* [Task item]
The count of lines below that include the string "type" is the whole answer.
---------- Given information
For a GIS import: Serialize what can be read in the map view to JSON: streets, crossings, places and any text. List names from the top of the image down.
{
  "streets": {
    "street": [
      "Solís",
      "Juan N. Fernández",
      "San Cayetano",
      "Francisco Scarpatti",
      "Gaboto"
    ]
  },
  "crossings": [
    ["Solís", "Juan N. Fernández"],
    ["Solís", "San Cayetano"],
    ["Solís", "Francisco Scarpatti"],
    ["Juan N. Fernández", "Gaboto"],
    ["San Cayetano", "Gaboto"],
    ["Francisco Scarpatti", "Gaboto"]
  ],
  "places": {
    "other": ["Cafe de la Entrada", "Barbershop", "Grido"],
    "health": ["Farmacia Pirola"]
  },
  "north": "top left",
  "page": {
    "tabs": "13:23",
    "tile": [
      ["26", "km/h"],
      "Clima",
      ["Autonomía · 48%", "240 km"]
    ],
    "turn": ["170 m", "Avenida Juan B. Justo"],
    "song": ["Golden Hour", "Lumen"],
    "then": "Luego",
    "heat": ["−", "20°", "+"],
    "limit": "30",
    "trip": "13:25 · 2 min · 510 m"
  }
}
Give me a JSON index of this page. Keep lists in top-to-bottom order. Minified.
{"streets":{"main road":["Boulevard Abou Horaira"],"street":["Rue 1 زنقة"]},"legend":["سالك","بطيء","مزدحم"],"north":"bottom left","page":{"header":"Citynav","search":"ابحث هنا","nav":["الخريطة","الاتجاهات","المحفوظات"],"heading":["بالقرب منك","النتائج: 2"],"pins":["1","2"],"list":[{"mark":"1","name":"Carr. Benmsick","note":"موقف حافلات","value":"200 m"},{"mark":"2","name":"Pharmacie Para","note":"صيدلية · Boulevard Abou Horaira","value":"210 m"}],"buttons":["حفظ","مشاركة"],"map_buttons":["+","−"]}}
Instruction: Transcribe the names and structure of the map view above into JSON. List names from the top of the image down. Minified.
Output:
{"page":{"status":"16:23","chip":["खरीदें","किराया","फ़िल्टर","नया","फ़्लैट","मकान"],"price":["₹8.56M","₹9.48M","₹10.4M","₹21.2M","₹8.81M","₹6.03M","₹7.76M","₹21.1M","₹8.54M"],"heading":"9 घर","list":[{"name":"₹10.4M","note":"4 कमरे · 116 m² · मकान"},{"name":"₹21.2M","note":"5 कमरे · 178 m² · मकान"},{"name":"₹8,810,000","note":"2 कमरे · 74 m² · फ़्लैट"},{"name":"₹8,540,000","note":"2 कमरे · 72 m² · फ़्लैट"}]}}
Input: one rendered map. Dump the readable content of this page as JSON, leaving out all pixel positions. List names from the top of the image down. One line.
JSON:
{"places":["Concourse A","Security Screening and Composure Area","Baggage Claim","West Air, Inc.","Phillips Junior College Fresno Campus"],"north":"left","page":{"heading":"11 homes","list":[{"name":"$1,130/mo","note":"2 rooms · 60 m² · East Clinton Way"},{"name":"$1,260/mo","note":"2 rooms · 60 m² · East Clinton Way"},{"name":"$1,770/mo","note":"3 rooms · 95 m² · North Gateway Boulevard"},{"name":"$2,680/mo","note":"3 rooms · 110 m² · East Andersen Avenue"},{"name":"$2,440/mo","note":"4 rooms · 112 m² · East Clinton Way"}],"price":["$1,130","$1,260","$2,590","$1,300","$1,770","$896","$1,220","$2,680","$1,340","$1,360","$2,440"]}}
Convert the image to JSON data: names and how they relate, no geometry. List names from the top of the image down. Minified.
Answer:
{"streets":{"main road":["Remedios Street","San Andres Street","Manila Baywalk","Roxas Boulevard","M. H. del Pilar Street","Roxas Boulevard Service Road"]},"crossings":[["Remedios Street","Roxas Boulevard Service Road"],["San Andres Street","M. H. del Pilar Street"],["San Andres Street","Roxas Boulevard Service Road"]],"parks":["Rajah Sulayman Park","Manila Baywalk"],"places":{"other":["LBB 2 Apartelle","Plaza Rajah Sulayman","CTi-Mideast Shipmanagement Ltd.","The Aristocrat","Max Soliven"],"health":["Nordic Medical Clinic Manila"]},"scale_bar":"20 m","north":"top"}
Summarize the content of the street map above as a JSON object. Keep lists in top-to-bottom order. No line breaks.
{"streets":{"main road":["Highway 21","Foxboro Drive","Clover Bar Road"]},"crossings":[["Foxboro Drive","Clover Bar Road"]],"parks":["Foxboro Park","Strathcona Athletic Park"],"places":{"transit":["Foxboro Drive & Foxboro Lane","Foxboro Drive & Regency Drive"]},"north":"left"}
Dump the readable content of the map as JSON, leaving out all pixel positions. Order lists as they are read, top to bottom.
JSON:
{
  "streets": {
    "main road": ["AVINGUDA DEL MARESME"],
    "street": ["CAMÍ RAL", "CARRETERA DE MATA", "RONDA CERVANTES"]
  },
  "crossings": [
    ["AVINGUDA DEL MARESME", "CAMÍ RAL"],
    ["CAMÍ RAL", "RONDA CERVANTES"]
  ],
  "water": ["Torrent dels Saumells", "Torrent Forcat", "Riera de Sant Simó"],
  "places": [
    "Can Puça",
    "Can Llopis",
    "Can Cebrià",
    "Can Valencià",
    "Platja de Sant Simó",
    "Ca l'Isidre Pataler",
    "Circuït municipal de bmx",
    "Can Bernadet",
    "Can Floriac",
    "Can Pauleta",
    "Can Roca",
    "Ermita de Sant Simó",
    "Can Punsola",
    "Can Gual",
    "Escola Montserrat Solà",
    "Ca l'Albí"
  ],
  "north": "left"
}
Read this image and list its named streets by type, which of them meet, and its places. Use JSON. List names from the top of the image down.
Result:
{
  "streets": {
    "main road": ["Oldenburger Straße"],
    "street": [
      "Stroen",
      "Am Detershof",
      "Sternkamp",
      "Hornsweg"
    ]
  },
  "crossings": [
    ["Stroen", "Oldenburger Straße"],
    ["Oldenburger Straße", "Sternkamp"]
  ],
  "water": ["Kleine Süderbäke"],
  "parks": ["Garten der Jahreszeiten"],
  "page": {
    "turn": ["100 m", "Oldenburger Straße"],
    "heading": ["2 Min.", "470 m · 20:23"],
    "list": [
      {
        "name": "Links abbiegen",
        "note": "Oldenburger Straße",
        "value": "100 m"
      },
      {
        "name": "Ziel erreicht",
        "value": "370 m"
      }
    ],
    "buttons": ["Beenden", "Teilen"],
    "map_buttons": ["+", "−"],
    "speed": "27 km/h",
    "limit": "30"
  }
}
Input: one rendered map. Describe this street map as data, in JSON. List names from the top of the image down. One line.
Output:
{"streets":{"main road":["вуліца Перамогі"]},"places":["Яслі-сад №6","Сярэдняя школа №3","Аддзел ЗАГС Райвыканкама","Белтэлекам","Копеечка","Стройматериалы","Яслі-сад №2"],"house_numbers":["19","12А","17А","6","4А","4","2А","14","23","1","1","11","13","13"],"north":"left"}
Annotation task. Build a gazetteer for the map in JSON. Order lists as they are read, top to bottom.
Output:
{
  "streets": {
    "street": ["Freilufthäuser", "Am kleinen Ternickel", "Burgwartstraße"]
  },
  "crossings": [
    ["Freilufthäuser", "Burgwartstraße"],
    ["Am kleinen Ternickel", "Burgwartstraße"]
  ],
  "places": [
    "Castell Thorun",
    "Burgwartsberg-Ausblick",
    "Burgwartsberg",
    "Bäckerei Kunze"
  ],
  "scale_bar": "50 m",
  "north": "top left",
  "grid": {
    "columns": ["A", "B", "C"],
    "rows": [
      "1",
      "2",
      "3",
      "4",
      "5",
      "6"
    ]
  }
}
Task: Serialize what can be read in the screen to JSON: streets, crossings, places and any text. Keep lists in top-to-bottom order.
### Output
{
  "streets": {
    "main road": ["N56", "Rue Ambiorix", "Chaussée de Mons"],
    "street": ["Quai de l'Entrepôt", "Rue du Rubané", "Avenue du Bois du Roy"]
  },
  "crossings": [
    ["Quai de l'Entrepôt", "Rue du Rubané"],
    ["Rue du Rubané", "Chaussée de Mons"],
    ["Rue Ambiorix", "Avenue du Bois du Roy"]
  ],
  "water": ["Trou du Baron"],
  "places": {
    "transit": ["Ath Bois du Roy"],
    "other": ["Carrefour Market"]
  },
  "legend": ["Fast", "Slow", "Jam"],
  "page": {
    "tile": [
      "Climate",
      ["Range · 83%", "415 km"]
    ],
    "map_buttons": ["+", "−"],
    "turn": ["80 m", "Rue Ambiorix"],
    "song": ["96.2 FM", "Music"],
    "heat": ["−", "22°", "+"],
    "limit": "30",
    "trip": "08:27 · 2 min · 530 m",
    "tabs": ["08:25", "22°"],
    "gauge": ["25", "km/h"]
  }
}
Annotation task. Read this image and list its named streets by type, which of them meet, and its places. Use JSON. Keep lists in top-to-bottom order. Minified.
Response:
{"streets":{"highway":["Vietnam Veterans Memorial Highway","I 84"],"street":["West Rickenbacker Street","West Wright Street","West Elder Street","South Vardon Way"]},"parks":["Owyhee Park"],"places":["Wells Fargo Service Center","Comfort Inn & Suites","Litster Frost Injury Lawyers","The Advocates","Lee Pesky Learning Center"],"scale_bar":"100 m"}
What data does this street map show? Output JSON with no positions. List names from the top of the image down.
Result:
--------------------
* [Task response]
2